Naturally effervescent Selters water from Germany gave rise to the generic use of the term for carbonated water, particularly from a soda siphon, in the United States and Canada as seltzer. Seltzer water is artificially carbonated but lacks added minerals.

==History==
English chemist Joseph Priestley discovered an artificial method for producing carbonated water, described in a pamphlet called Directions for Impregnating Water with Fixed Air, published in 1772. The pamphlet explained the process of dripping sulfuric acid onto chalk, which produced carbon dioxide (CO_{2}) that was captured in a bowl of agitated water.
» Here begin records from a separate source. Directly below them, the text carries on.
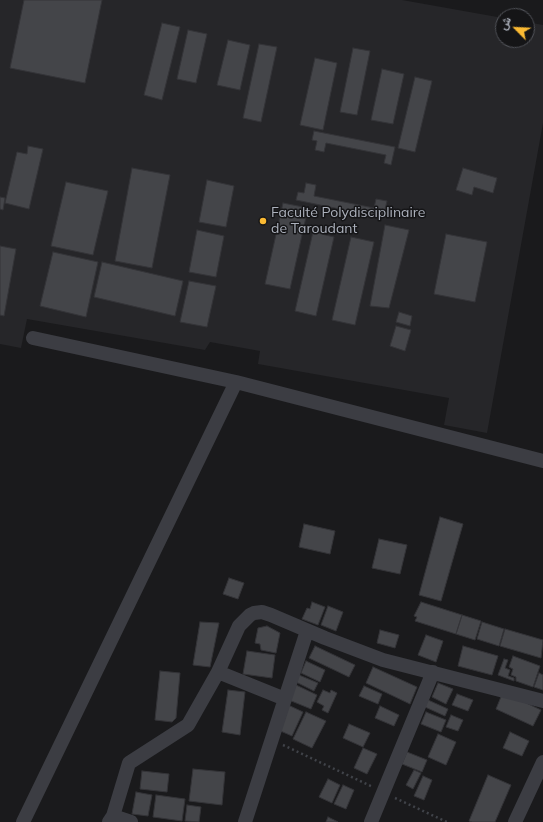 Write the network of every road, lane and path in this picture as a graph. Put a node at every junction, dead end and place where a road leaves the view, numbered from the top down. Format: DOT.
graph roads {
  1 [pos="33,338"];
  2 [pos="236,382"];
  3 [pos="543,461"];
  4 [pos="307,631"];
  5 [pos="218,672"];
  6 [pos="433,672"];
  7 [pos="285,699"];
  8 [pos="543,701"];
  9 [pos="272,740"];
  10 [pos="543,762"];
  11 [pos="383,792"];
  12 [pos="111,819"];
  13 [pos="23,822"];
  14 [pos="130,822"];
  15 [pos="245,822"];
  16 [pos="371,822"];
  17 [pos="447,822"];
  18 [pos="515,822"];
  1 -- 2 [label="street"];
  2 -- 3 [label="street"];
  2 -- 13 [label="street"];
  4 -- 5 [label="street"];
  4 -- 6 [label="street"];
  4 -- 7 [label="street"];
  5 -- 7 [label="street"];
  5 -- 12 [label="street"];
  6 -- 8 [label="street"];
  6 -- 11 [label="street"];
  7 -- 9 [label="street"];
  9 -- 11 [label="path"];
  9 -- 15 [label="street"];
  10 -- 18 [label="street"];
  11 -- 16 [label="street"];
  11 -- 17 [label="path"];
  12 -- 14 [label="street"];
} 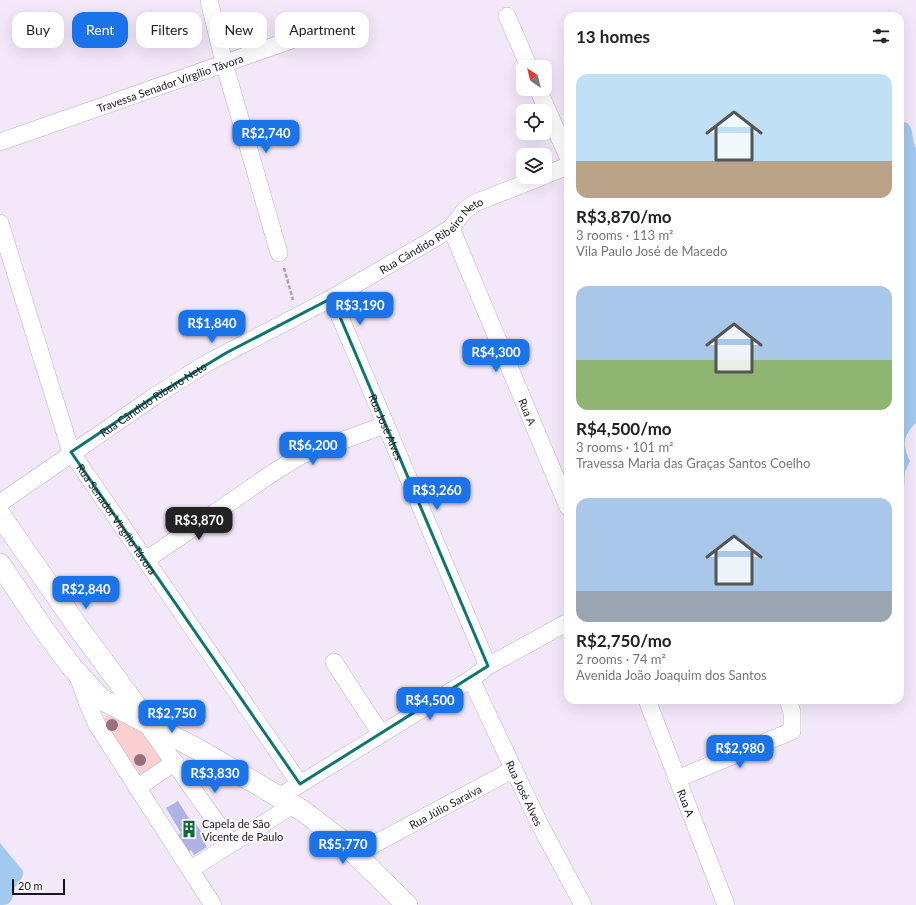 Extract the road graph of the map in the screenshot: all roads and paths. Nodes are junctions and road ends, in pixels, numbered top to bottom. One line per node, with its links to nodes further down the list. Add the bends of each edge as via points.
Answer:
1 (209, 0): 5 (street)
2 (507, 16): 4 (street)
3 (275, 45): 5 (street, Travessa Senador Virgílio Távora)
4 (526, 60)
5 (224, 63): 7 (street, Travessa Senador Virgílio Távora); 14 (street)
6 (541, 96): 8 (street)
7 (0, 142)
8 (564, 148)
9 (564, 168): 10 (street)
10 (552, 172)
11 (523, 184): 13 (street, Rua Cândido Ribeiro Neto, via 475,203)
12 (0, 223): 18 (street, Rua Senador Virgílio Távora)
13 (452, 228): 15 (street, Rua Cândido Ribeiro Neto); 19 (street, Rua A)
14 (279, 253): 16 (path)
15 (332, 298): 16 (street, Rua Cândido Ribeiro Neto); 17 (street, Rua José Alves)
16 (298, 316): 18 (street, Rua Cândido Ribeiro Neto, via 207,363)
17 (385, 425): 22 (street, via 302,455); 27 (street, Rua José Alves)
18 (71, 452): 20 (street, Rua Cândido Ribeiro Neto); 22 (street, Rua Senador Virgílio Távora)
19 (564, 496)
20 (0, 503)
21 (0, 515): 25 (street)
22 (146, 560): 37 (street, Rua Senador Virgílio Távora)
23 (0, 564): 28 (street)
24 (564, 624): 27 (street)
25 (94, 650): 28 (street); 32 (street)
26 (334, 662): 33 (street)
27 (488, 666): 29 (street)
28 (74, 671): 32 (street, via 101,699); 38 (street, via 97,725)
29 (471, 679): 33 (street); 35 (street, Rua José Alves)
30 (649, 704): 36 (street, Rua A)
31 (789, 704): 36 (street, via 792,731)
32 (146, 723): 34 (street); 39 (street)
33 (381, 734): 37 (street)
34 (175, 762): 38 (street); 40 (street)
35 (514, 769): 41 (street, Rua Júlio Saraiva); 45 (street, Rua José Alves, via 540,825)
36 (678, 779): 46 (street, Rua A)
37 (300, 784): 39 (street)
38 (137, 788): 42 (street)
39 (286, 801): 40 (street); 41 (street, via 323,826)
40 (231, 843): 42 (street)
41 (356, 854): 44 (street)
42 (190, 869): 43 (street)
43 (213, 905)
44 (407, 905)
45 (583, 905)
46 (726, 905)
Priestley thought such carbonated water was a cure for scurvy and proposed the process to Captain James Cook to prevent scurvy during his second voyage to the South Seas. Priestley never realized the commercial potential of his product, though he did refer to it as his "happiest discovery".

In 1783, Johann Jacob Schweppe, a jeweler and amateur scientist of Geneva, began the commercial production of carbonated mineral water by dissolving the CO_{2} under pressure. In 1807, Benjamin Silliman, a Yale chemistry professor, began producing carbonated water under pressure and selling it in New Haven, Connecticut. In the 1830s, Anyos Jedlik of Hungary opened a large-scale carbonated water factory.

The original trademarked club soda was made by Cantrell & Cochrane of Dublin in 1877. The 'club' refers to the Kildare Street Club in Dublin, which commissioned them to produce it.

==As stain remover==
The dissolved gas in carbonated water acts as a temporary surfactant, causing it to be recommended as a household remedy for removing stains, particularly those of red wine.